The weather based index scheme aimed to overcome some of the problems summarised above and even allow for extensions of cover for seeds and land preparation in advance of harvesting. In addition it would use sound actuarial rate setting so that government subsidies could be up front as a premium subsidy rather than making up losses after the event (which means compensation to farmers is delayed).

This technical assistance had various challenges: it required highly specialist expertise; had a short time frame so that the scheme could start to be tested through pilots in the pre-crops season; required a substantial amount of data collection and data cleansing and, a review of existing automatic and manual weather stations in India to determine value of input for the proposed pilots.
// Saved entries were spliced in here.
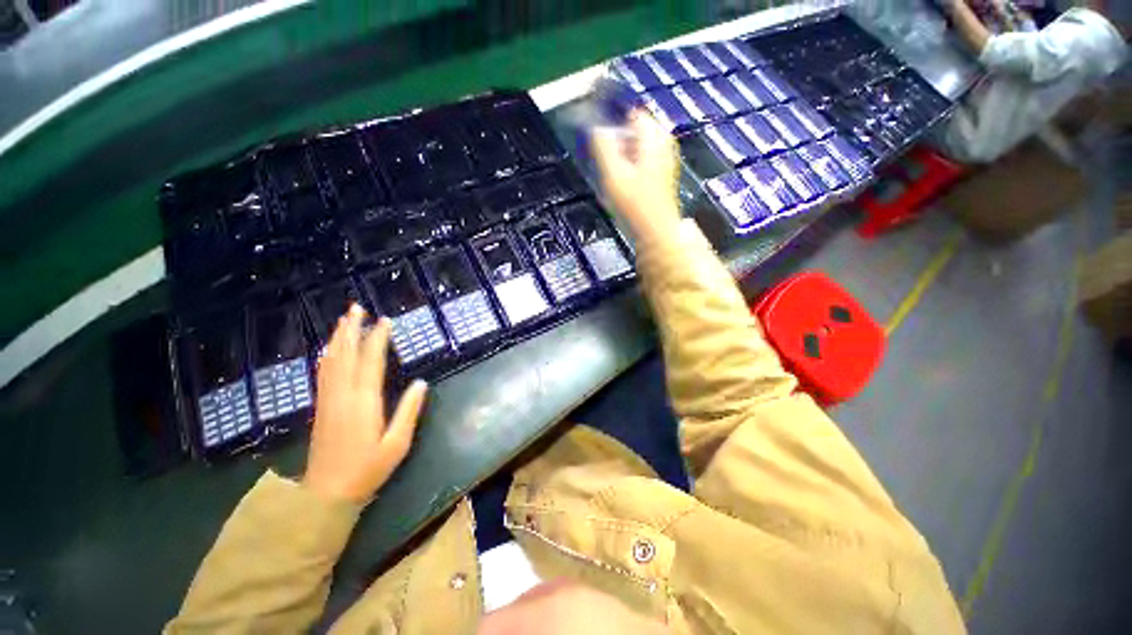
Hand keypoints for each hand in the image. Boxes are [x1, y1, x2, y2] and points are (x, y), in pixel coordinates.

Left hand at [304, 305, 427, 502]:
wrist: (327, 494)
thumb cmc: (368, 469)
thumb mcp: (397, 443)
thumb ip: (409, 411)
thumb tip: (422, 383)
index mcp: (364, 403)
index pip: (371, 362)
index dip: (377, 339)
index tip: (384, 320)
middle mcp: (343, 396)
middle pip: (346, 355)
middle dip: (351, 329)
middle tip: (356, 308)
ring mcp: (328, 401)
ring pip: (331, 362)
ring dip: (337, 338)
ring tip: (343, 320)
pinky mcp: (321, 407)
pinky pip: (323, 374)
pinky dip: (327, 356)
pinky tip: (329, 349)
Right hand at [590, 111, 680, 240]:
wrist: (655, 232)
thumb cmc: (634, 205)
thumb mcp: (613, 174)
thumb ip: (602, 146)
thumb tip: (595, 126)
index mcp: (653, 137)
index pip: (630, 112)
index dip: (611, 118)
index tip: (597, 134)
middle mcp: (663, 142)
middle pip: (633, 129)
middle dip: (616, 140)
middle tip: (605, 161)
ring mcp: (665, 158)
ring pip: (636, 145)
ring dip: (622, 155)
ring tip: (614, 175)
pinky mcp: (662, 173)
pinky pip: (641, 159)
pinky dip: (630, 165)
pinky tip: (623, 182)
The focus for the pilots was on certain crops in certain rain-affected States (i.e. those States that experienced a periodic but damaging drought risk for crops). Crops involved in the pilots were: rice, cotton, groundnuts, wheat and sorghum.

Lessons learned:

  • Poverty alleviation can be substantial where such schemes are workable because the cover can benefit smaller farms and by getting the premiums “right” up front (even where some Government subsidy may still be involved) claims for loss can be substantially expedited.
  • The expertise required is highly specialised and this drives up cost for such technical assistance.
  • Funding is likely to be necessary for certain infrastructure investment such as automated weather stations.
  • Substantial on-going expertise in the host country in data gathering, actuarially-based premium setting and adjustment to changing weather patterns is also needed. This existed in India but in some other developing countries building this local capacity may be more of a challenge and could take 5 years or so depending on various factors.
  • Index-based insurance techniques can be applied other area or incidences of weather-based events e.g. floods (Mekong Delta); extreme winters (Mongolian live-stock).

Reports:

  • The terms of reference which are a useful guide for the technical assistance needed for other candidates in this area of work
  • An Executive Summary of the results of this project. There are many more detailed reports as outcomes but these are highly technical and more specific to certain crops and regions of India: the Executive Summary (19 pages) is sufficient as an introduction to the potential for this type of project.